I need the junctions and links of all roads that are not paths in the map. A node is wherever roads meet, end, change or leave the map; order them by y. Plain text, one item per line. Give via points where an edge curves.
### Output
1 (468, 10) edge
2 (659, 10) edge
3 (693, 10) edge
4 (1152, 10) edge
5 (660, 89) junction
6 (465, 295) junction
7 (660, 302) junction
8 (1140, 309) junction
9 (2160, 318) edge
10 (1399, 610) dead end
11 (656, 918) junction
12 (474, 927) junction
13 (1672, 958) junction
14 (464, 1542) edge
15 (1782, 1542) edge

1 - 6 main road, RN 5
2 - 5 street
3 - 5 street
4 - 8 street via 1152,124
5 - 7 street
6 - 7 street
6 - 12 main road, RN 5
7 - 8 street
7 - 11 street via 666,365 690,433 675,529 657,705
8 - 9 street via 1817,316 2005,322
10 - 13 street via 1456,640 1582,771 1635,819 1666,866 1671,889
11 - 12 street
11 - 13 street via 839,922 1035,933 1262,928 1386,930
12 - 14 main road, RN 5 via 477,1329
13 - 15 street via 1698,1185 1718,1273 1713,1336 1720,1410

┄┄┄┄┄┄┄┄┄┄┄┄┄┄┄┄┄┄┄┄

» TASK DIRECTIONS: Every entry is to be printed exactly as given.

» SOLUTION BELOW:
I need the junctions and links of all roads that are not paths in the map. A node is wherever roads meet, end, change or leave the map; order them by y. Plain text, one item per line. Give via points where an edge curves.
### Output
1 (468, 10) edge
2 (659, 10) edge
3 (693, 10) edge
4 (1152, 10) edge
5 (660, 89) junction
6 (465, 295) junction
7 (660, 302) junction
8 (1140, 309) junction
9 (2160, 318) edge
10 (1399, 610) dead end
11 (656, 918) junction
12 (474, 927) junction
13 (1672, 958) junction
14 (464, 1542) edge
15 (1782, 1542) edge

1 - 6 main road, RN 5
2 - 5 street
3 - 5 street
4 - 8 street via 1152,124
5 - 7 street
6 - 7 street
6 - 12 main road, RN 5
7 - 8 street
7 - 11 street via 666,365 690,433 675,529 657,705
8 - 9 street via 1817,316 2005,322
10 - 13 street via 1456,640 1582,771 1635,819 1666,866 1671,889
11 - 12 street
11 - 13 street via 839,922 1035,933 1262,928 1386,930
12 - 14 main road, RN 5 via 477,1329
13 - 15 street via 1698,1185 1718,1273 1713,1336 1720,1410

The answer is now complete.